2. I would talk incessantly about job creation, starting with how to bring manufacturing jobs back. I’d outline new tax incentives for certain businesses and I’d describe my plans for no or low tuition training programs. And not just manufacturing: I’d talk about new economy jobs and how the public and private sector will and can concretely help citizens access them.
3. I'd bring back welfare to work. Democrats emphasize being a voice for poor and minority and underprivileged Americans. But in most people’s minds, entitlements are not the best way for these folks or for the country. I agree: I’ve been privileged to work first hand with families on public welfare. More than half of these folks, maybe even three quarters, have the physical and mental ability to work and a good number want to and would work. But the average cost of living--not fancy living--far exceeds what even two paychecks can bring home on $ 9/hour. Add up the actual costs of food stamps, health insurance, child care, subsidized housing, and compare that figure to the take-home pay of an unskilled person earning $ 9/hour. The disincentives to work are real, not to mention that folks who don’t have cars rely on public transportation that sometimes require two or three bus changes. That’s a tough situation for someone trying to show up for work on time.

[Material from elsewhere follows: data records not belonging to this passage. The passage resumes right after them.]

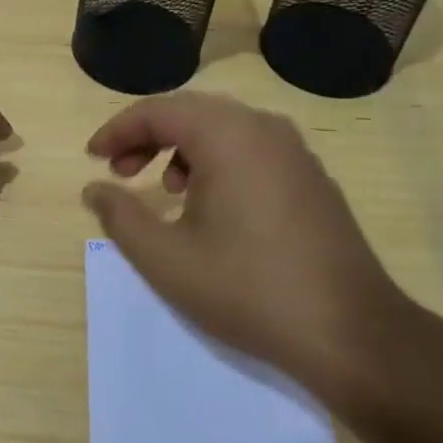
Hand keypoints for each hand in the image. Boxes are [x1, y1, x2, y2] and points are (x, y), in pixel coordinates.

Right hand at [82, 93, 413, 408]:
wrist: (350, 332)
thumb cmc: (247, 289)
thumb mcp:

My plan would screen and then insist on full time work for everyone who can and should work, but also provide a supplemental income to at least allow a reasonable standard of living. And my plan would train or retrain folks for new skills, not indefinitely, but for a year or two. After that, work would be expected; if necessary, in assigned community service.
4.And finally, although I’m no expert on foreign policy, I’d run on this promise: If I drew a red line, I’d keep it. I believe the waffling in intervening in Syria has caused a whole lot more deaths and heartbreak than a clear and enforceable red line would have. At the same time I’d continue efforts to collaborate however and whenever possible though the United Nations and with other countries. (This doesn’t conflict with red lines.) The nations of the world need each other more than ever.....
This is what I would do Hillary, Bernie, Jeb, Ted, Marco, and Mr. Kasich. (Mr Trump omitted for good reason.) Call me naive or ridiculous, but the difference with me is that I mean every word. And I think across the board, I'm not alone.